| WORK REQUEST |
Reading the records below, how many lines contain "Bechtle"? Respond with a number and nothing else.
── EXTRACTED MATERIAL ──
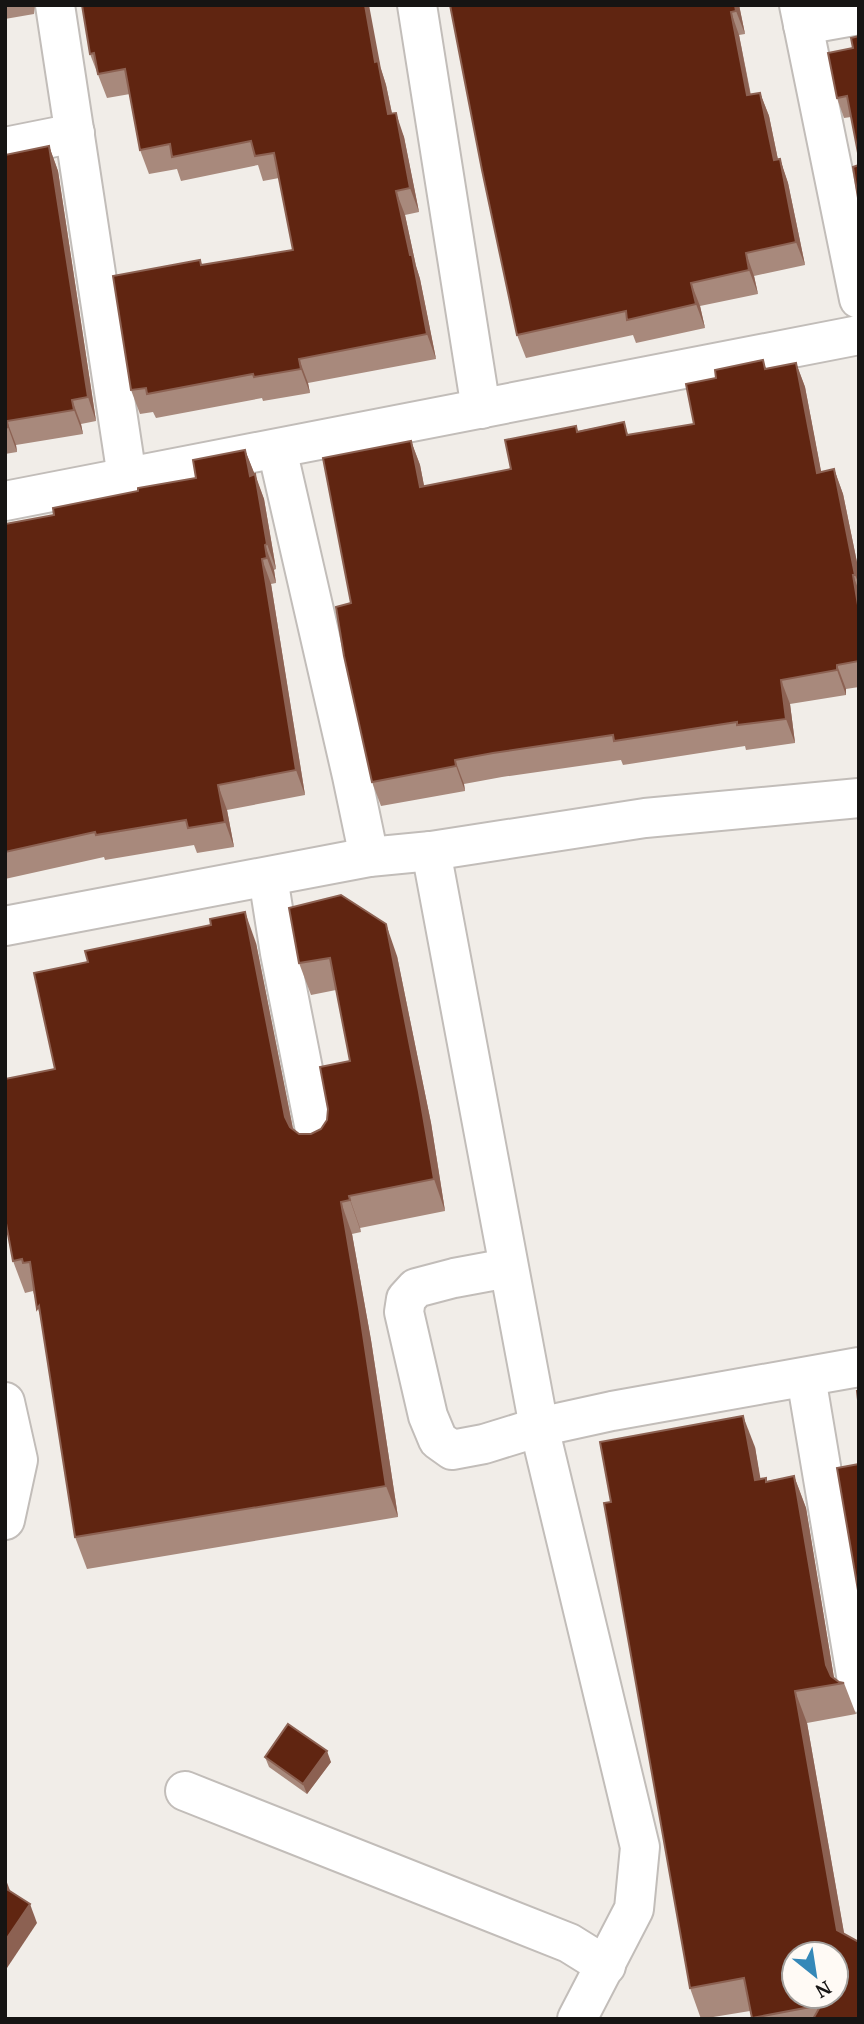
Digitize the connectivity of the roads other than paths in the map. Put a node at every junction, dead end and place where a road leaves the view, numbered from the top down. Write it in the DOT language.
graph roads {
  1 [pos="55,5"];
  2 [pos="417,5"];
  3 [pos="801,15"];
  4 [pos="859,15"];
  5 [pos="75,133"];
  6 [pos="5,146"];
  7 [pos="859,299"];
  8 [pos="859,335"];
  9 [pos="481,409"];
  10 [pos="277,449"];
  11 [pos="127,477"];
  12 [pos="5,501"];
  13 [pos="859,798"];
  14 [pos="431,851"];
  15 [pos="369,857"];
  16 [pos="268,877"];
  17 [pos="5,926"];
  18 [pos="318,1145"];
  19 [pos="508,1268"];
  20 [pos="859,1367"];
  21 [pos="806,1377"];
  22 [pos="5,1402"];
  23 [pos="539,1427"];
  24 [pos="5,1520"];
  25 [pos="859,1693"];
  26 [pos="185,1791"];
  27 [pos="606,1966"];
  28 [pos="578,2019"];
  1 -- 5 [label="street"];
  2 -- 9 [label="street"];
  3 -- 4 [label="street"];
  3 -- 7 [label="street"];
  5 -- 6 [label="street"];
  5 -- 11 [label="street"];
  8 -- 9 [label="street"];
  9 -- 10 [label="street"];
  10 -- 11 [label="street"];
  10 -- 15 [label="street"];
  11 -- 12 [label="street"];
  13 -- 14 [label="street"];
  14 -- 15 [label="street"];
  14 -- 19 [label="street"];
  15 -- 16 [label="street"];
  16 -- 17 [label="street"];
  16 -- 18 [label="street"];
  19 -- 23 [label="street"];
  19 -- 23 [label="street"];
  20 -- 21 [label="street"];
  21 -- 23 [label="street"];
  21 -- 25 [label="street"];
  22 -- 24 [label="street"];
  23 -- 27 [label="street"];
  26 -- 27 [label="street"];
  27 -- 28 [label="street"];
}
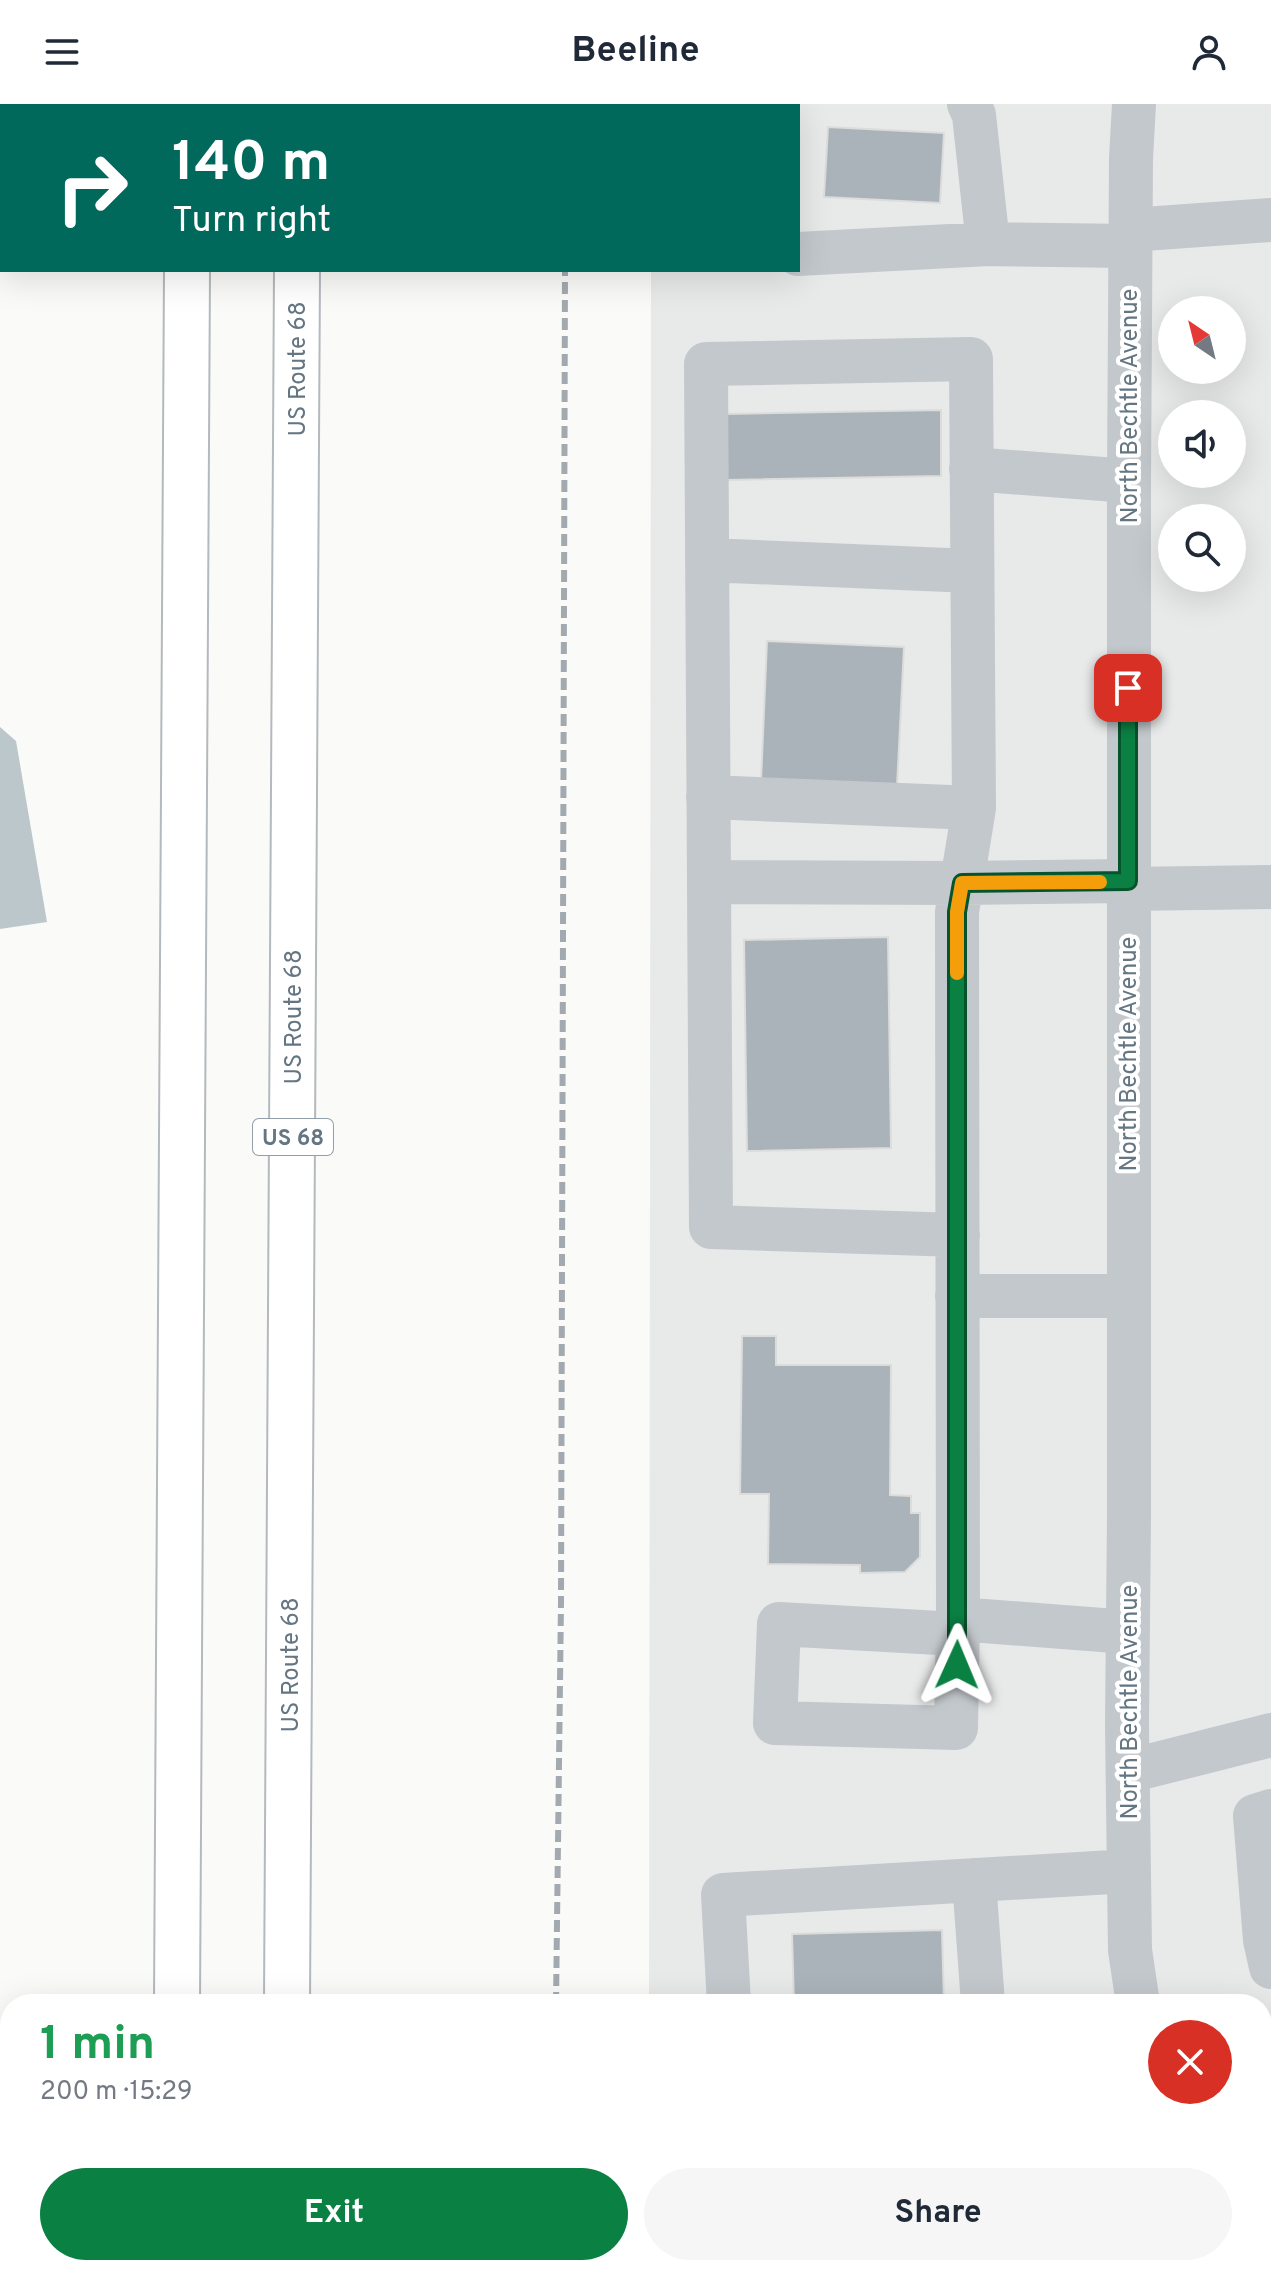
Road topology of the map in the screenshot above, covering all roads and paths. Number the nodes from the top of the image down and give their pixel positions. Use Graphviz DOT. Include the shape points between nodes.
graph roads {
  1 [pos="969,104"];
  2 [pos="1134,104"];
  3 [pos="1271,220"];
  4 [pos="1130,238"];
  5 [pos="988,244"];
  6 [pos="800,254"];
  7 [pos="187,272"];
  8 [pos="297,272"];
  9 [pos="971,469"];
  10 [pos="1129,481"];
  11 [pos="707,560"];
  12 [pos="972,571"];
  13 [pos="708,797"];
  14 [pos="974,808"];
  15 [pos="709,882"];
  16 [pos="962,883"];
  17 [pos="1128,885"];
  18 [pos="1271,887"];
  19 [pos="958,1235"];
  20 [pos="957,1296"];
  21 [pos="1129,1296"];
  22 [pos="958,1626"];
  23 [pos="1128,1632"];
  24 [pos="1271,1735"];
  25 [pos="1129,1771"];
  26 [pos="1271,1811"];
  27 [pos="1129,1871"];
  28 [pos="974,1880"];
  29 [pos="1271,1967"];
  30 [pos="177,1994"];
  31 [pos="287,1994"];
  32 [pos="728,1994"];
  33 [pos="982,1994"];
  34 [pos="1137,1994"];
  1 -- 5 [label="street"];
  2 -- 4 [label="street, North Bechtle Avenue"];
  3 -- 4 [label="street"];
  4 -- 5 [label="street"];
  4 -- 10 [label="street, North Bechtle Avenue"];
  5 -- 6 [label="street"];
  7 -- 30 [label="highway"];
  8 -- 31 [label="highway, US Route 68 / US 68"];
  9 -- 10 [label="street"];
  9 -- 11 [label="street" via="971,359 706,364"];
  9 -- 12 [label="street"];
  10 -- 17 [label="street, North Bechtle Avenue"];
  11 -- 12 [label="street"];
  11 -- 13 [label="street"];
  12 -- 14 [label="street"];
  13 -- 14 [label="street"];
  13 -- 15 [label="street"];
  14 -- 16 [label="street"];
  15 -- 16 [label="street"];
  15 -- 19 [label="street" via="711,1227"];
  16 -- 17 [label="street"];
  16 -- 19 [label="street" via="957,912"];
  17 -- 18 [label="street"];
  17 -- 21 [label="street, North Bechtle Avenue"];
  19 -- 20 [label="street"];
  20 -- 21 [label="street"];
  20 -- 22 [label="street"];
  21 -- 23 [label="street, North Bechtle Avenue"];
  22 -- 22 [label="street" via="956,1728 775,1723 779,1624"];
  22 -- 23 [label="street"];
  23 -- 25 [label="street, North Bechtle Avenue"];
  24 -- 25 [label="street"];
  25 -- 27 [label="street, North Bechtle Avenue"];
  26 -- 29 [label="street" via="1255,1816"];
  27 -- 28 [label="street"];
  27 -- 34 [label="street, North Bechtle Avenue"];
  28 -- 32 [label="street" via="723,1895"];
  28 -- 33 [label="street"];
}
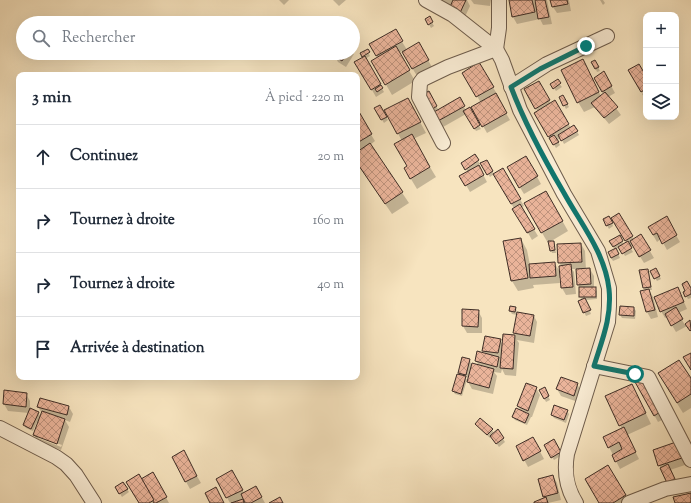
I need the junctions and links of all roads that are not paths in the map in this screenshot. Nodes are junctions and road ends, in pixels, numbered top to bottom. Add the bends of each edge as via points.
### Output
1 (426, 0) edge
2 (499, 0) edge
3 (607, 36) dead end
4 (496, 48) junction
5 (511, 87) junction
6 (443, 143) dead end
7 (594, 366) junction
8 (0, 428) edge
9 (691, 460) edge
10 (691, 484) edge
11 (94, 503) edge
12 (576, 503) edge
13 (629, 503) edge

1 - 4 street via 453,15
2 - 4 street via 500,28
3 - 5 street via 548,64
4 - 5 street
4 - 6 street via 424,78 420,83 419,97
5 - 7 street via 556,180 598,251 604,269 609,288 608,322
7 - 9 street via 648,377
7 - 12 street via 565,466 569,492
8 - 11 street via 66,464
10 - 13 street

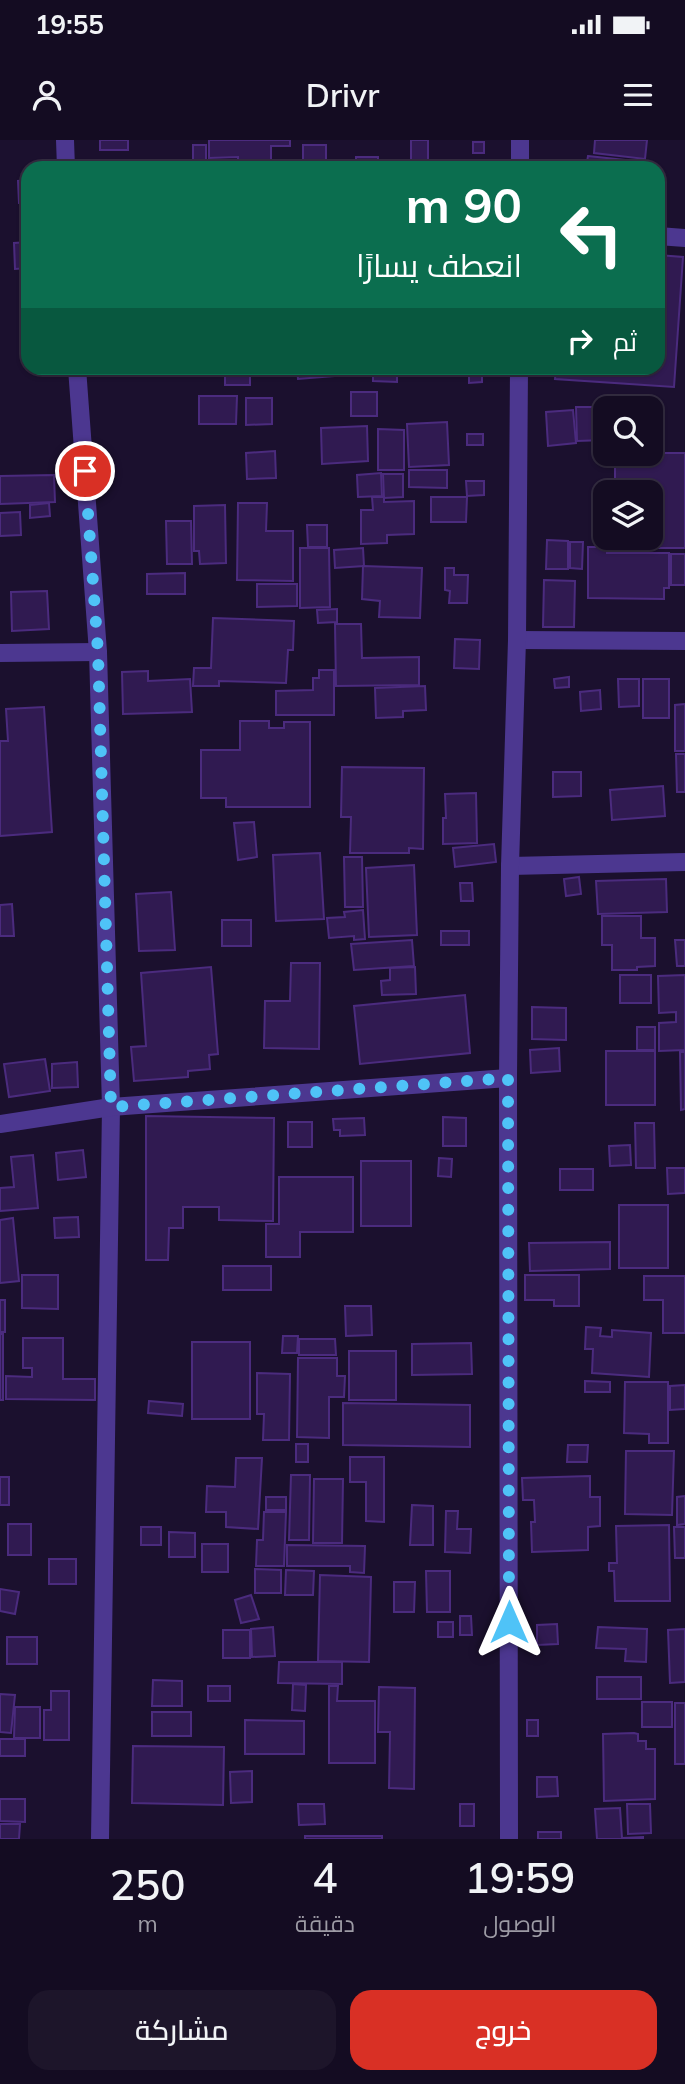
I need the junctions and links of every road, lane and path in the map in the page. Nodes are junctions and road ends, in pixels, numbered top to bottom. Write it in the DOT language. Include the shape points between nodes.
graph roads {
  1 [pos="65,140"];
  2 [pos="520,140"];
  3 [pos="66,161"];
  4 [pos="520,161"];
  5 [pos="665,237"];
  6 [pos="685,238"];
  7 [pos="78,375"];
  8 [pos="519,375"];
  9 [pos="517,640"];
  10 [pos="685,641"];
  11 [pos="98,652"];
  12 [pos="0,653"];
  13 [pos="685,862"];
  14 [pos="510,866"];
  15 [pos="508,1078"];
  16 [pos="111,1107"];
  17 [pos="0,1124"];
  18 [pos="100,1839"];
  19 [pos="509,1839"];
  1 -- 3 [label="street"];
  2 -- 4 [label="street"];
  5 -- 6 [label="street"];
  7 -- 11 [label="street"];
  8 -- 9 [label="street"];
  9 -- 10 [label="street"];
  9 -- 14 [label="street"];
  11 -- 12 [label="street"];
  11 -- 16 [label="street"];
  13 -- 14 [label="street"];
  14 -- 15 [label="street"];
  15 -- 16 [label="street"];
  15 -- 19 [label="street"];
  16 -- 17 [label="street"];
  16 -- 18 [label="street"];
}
───
| ANSWER SPACE |
8